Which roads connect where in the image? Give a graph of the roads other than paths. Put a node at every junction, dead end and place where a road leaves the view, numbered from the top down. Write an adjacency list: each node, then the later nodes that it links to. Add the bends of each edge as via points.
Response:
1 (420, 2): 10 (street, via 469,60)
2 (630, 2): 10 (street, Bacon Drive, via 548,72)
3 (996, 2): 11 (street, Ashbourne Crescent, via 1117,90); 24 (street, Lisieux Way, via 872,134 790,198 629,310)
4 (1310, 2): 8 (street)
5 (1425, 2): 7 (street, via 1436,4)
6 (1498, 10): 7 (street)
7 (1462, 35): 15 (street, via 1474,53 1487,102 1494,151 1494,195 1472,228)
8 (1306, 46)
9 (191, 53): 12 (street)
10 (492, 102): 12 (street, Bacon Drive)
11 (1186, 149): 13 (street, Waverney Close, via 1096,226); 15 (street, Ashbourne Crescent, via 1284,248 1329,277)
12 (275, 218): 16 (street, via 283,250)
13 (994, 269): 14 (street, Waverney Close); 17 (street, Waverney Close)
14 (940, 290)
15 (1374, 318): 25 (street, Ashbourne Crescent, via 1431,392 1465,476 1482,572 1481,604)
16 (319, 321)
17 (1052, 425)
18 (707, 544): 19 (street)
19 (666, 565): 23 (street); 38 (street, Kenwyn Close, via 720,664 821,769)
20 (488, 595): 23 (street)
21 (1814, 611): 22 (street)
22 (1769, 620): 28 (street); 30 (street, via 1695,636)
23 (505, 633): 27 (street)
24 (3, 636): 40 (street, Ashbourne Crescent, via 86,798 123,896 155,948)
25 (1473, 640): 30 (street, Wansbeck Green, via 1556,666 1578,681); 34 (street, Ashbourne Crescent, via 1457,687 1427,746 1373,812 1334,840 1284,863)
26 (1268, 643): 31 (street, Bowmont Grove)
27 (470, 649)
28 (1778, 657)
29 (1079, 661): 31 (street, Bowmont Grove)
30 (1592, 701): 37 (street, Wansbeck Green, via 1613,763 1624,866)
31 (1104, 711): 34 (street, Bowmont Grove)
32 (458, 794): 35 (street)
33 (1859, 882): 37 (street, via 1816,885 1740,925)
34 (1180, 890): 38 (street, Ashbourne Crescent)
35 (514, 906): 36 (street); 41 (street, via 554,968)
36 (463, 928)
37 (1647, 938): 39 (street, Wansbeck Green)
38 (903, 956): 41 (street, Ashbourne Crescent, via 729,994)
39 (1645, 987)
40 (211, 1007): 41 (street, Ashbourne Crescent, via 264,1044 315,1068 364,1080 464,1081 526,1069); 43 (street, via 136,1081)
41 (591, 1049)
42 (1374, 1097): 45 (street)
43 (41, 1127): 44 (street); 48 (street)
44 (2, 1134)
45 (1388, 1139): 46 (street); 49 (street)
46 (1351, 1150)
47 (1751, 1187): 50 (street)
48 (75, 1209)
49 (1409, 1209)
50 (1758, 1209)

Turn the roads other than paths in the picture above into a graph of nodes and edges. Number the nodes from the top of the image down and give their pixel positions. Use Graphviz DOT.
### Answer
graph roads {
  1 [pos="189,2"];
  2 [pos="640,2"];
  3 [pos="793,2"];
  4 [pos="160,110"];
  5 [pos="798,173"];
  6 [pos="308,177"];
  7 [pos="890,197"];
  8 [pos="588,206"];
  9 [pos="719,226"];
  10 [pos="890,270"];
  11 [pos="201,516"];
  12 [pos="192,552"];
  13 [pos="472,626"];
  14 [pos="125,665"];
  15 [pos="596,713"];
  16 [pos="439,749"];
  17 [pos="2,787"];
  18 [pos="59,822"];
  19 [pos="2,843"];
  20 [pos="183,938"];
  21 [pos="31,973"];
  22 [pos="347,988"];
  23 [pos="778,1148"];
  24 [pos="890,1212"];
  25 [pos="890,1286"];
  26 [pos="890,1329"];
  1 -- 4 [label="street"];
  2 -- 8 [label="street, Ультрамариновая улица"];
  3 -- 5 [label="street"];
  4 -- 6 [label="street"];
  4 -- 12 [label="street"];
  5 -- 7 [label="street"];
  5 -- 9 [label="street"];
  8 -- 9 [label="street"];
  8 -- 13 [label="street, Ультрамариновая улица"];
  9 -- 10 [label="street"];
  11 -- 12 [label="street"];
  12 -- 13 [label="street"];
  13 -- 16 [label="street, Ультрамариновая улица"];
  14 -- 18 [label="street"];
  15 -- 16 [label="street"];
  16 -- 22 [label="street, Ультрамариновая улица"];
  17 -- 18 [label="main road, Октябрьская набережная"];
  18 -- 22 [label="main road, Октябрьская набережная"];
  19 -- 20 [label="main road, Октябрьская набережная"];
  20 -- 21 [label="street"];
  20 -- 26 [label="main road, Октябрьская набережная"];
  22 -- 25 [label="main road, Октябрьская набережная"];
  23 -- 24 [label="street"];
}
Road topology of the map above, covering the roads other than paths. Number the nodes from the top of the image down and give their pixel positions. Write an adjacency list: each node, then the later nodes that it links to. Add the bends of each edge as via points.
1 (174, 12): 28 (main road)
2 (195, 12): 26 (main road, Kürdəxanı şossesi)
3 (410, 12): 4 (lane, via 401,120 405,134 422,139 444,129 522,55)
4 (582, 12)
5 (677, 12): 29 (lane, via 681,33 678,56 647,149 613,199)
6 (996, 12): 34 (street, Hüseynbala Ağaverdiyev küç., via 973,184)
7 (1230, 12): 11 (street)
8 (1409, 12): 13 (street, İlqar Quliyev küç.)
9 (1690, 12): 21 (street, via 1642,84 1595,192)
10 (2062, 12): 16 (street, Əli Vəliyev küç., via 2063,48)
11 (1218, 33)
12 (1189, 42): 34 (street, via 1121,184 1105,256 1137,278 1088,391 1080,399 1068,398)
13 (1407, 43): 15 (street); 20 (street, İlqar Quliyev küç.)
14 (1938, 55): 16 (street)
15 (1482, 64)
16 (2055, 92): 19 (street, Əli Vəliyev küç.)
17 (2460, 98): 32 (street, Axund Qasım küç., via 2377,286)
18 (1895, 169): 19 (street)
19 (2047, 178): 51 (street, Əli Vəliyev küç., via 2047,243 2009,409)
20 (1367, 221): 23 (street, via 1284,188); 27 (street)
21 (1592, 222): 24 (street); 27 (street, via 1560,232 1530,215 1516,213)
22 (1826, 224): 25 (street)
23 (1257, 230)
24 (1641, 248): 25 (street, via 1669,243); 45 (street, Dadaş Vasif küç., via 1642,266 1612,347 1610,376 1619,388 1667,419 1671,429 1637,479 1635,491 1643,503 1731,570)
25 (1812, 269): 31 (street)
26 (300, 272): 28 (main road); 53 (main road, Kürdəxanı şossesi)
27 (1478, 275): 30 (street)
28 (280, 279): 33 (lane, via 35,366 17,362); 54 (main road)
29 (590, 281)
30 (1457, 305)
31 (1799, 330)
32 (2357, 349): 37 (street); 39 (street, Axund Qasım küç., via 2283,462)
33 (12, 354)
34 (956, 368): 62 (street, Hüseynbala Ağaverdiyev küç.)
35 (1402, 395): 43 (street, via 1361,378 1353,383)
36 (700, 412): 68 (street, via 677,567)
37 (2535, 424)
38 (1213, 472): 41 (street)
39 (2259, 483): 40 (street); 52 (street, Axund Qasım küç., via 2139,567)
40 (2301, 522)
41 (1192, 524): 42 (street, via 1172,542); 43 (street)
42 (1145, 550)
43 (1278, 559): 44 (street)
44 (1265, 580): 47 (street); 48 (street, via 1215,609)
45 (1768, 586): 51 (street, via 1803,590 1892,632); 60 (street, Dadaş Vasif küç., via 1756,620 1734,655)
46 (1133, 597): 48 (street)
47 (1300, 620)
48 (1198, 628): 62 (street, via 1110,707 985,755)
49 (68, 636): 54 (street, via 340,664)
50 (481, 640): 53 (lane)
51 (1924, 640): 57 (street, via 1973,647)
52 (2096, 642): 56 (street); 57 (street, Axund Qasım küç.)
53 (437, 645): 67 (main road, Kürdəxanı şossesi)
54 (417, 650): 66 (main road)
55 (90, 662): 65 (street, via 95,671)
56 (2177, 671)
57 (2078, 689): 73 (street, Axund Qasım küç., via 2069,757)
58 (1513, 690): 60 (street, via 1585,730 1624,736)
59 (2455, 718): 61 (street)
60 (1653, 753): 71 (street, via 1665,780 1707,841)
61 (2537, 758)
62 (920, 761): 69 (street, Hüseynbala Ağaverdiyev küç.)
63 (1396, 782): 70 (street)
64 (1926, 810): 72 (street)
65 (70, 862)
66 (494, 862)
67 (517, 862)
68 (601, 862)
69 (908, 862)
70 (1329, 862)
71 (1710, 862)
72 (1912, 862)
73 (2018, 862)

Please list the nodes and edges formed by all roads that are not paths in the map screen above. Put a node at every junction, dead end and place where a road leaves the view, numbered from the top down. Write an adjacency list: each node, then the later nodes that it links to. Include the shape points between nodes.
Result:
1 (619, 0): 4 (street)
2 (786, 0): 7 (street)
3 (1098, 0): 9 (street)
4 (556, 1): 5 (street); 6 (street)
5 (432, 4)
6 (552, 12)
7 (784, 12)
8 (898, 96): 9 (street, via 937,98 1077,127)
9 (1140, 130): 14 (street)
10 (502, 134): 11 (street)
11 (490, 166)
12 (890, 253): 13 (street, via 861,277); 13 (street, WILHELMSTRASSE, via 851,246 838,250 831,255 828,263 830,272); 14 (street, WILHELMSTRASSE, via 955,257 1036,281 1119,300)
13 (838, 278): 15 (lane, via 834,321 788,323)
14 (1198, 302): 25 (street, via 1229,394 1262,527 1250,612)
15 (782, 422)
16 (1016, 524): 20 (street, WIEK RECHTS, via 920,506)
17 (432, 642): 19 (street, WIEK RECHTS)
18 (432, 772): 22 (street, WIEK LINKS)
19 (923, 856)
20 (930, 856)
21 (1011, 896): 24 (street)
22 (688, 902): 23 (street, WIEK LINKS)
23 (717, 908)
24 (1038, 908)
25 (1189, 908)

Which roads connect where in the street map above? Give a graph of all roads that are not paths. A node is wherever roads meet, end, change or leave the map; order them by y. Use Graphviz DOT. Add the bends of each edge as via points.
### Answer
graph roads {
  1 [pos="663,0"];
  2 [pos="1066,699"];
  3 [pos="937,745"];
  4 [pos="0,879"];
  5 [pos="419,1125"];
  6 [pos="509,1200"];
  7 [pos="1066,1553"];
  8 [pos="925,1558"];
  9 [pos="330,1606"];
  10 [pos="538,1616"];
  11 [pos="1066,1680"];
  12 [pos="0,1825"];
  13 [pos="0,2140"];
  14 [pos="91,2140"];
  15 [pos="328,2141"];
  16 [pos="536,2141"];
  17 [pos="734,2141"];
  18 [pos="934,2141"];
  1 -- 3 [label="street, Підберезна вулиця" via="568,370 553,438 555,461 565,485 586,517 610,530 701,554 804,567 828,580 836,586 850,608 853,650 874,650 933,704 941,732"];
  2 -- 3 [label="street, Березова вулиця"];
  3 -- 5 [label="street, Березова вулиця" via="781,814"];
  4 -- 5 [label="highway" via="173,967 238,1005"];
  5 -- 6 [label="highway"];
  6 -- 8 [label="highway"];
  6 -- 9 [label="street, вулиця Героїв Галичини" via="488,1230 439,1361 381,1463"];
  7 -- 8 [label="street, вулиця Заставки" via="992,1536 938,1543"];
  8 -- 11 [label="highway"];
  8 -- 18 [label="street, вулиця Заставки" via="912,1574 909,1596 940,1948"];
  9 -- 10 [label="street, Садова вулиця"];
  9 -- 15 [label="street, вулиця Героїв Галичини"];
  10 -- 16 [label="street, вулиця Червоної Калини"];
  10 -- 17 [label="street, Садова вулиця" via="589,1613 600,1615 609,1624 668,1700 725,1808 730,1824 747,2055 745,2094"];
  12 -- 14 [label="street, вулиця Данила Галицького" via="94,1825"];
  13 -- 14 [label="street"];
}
********
▶ [How to complete this task]:
Lines above containing "main": how many? Reply with the number only.

▶ [Written response]:
11